Multi-Engine Multi-Tenancy
Another approach, which has been possible since the very first version of Activiti is simply having one engine instance for each tenant:
In this setup, each tenant can have different resource configurations or even run on different physical servers. Each engine in this picture here can of course be multiple engines for more performance/failover/etc. The benefit now is that the resources are tailored for the tenant. The downside is the more complex setup (multiple database schemas, having a different configuration file for each tenant, etc.). Each engine instance will take up memory (but that’s very low with Activiti). Also, you’d need t write some routing component that knows somehow the current tenant context and routes to the correct engine.
Multi-Schema Multi-Tenancy
The latest addition to the Activiti multi-tenancy story was added two weeks ago (here’s the commit), simultaneously on version 5 and 6. Here, there is a database (schema) for each tenant, but only one engine instance. Again, in practice there might be multiple instances for performance/failover/etc., but the concept is the same:
The benefit is obvious: there is but one engine instance to manage and configure and the API’s are exactly the same as with a non-multi-tenant engine. But foremost, the data of a tenant is completely separated from the data of other tenants. The downside (similar to the multi-engine multi-tenant approach) is that someone needs to manage and configure different databases. But the complex engine management is gone.
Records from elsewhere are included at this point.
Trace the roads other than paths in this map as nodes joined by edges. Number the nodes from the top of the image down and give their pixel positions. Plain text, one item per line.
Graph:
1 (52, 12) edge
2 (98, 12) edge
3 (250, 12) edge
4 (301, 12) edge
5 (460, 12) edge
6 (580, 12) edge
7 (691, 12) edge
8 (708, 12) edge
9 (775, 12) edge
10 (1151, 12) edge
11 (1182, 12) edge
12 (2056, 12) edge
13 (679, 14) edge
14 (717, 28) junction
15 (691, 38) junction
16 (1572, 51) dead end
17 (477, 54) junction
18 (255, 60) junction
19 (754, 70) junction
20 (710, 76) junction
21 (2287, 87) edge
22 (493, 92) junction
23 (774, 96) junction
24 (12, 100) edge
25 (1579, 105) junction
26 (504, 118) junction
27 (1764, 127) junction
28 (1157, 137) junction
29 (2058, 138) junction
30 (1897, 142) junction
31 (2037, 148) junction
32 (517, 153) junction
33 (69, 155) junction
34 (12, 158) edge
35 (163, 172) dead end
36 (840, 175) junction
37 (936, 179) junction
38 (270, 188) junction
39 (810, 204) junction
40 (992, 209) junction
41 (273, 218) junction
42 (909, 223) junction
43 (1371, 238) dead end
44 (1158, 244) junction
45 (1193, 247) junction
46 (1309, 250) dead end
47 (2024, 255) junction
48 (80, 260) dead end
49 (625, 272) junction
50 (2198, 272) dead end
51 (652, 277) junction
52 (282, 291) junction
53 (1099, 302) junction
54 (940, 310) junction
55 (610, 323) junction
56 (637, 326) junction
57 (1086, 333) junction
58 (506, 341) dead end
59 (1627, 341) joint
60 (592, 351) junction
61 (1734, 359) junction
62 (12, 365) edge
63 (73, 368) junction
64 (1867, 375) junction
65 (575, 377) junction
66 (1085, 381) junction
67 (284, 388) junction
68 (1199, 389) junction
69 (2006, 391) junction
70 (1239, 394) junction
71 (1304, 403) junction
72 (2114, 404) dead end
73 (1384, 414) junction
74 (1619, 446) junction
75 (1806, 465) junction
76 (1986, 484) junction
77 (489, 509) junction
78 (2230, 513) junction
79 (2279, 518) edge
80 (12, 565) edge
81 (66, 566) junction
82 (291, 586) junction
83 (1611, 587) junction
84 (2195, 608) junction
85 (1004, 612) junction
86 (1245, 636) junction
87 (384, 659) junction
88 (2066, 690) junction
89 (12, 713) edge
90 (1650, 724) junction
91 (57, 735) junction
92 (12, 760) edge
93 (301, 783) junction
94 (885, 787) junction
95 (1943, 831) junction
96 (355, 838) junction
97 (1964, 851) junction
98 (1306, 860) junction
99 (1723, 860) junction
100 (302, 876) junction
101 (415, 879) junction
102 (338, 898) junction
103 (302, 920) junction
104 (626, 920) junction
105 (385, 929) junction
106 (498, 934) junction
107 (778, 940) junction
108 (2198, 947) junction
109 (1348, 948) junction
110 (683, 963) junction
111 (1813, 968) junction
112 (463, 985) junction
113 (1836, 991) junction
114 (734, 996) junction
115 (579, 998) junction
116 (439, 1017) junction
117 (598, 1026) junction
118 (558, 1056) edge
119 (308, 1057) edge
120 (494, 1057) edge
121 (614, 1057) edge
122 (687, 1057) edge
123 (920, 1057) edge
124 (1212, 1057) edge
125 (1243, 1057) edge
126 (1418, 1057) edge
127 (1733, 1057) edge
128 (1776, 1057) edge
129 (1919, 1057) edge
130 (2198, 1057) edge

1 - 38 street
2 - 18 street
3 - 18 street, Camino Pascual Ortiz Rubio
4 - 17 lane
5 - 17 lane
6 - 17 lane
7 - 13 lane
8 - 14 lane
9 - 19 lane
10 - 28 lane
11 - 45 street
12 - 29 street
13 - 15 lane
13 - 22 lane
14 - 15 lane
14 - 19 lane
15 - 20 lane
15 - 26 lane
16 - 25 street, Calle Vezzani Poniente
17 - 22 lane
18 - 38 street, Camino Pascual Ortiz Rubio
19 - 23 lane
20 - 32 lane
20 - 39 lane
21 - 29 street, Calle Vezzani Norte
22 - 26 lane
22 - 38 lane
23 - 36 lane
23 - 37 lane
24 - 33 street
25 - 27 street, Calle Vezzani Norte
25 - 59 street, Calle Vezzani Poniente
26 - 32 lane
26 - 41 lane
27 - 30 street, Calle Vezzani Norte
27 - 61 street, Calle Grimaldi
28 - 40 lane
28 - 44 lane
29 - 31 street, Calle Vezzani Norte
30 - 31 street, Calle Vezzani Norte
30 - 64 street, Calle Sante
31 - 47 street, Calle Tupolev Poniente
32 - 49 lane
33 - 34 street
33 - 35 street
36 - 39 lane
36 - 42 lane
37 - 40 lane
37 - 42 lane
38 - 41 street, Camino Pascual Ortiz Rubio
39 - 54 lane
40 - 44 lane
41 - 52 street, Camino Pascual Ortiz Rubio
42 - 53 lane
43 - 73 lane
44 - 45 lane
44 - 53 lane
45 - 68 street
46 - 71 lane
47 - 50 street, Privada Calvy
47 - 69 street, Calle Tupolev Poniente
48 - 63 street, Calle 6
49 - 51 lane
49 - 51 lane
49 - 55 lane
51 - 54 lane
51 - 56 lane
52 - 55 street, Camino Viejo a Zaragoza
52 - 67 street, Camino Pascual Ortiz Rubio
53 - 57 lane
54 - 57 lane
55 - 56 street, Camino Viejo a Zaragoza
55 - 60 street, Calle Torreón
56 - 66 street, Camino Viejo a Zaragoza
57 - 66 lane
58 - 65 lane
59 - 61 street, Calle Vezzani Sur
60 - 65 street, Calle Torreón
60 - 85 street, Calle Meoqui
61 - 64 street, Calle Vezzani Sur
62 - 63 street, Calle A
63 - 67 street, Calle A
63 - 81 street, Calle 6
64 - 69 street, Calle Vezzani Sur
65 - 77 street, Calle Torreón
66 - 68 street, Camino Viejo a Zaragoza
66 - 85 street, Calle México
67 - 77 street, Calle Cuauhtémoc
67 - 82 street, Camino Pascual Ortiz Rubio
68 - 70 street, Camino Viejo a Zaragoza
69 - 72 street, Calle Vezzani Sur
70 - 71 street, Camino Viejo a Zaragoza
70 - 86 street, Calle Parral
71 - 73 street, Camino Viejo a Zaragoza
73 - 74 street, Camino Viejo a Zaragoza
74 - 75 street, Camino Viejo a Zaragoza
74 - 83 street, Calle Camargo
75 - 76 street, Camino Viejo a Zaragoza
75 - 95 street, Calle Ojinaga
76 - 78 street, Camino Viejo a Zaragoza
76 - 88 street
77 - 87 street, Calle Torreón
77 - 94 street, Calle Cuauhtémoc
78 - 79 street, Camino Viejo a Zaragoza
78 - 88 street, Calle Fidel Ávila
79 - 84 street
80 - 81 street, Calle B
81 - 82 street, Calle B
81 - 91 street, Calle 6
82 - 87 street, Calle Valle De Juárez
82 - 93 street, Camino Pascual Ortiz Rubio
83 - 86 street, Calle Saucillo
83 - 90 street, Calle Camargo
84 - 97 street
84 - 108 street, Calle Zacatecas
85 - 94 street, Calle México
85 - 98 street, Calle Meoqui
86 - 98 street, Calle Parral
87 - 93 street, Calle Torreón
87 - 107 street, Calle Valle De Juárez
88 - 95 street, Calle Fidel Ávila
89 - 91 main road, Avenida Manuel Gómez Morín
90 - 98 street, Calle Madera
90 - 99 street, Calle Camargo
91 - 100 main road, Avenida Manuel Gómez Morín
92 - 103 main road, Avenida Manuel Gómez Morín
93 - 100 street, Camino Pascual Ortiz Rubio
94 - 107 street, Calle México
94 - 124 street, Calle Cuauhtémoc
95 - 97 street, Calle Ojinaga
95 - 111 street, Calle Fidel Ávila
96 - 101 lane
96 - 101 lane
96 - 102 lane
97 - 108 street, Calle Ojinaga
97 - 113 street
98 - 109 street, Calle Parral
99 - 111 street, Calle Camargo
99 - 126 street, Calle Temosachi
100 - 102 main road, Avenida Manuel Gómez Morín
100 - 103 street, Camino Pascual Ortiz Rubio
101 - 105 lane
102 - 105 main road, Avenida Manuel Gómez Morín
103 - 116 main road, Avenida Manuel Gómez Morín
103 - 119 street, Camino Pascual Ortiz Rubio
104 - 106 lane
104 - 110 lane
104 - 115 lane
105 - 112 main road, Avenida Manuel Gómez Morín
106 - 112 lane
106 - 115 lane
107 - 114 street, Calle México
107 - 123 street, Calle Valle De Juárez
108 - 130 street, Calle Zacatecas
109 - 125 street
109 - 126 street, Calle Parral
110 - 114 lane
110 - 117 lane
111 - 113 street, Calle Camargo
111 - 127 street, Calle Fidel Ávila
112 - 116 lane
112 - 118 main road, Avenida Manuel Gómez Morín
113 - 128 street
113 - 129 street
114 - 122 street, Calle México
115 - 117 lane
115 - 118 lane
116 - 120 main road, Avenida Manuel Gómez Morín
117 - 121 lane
The commit I linked to above also contains a unit test showing how the Multi-Schema Multi-Tenant engine works.
Building the process engine is easy, as there is a MultiSchemaMultiTenantProcessEngineConfiguration that abstracts away most of the details:
config = new MultiSchemaMultiTenantProcessEngineConfiguration(tenantInfoHolder); config.setDatabaseType(MultiSchemaMultiTenantProcessEngineConfiguration.DATABASE_TYPE_H2); config.setDatabaseSchemaUpdate(MultiSchemaMultiTenantProcessEngineConfiguration.DB_SCHEMA_UPDATE_DROP_CREATE); config.registerTenant("alfresco", createDataSource("jdbc:h2:mem:activiti-mt-alfresco;DB_CLOSE_DELAY=1000", "sa", "")); config.registerTenant("acme", createDataSource("jdbc:h2:mem:activiti-mt-acme;DB_CLOSE_DELAY=1000", "sa", "")); config.registerTenant("starkindustries", createDataSource("jdbc:h2:mem:activiti-mt-stark;DB_CLOSE_DELAY=1000", "sa", "")); processEngine = config.buildProcessEngine();
This looks quite similar to booting up a regular Activiti process engine instance. The main difference is that we’re registring tenants with the engine. Each tenant needs to be added with its unique tenant identifier and Datasource implementation. The datasource implementation of course needs to have its own connection pooling. This means you can effectively give certain tenants different connection pool configuration depending on their use case. The Activiti engine will make sure each database schema has been either created or validated to be correct.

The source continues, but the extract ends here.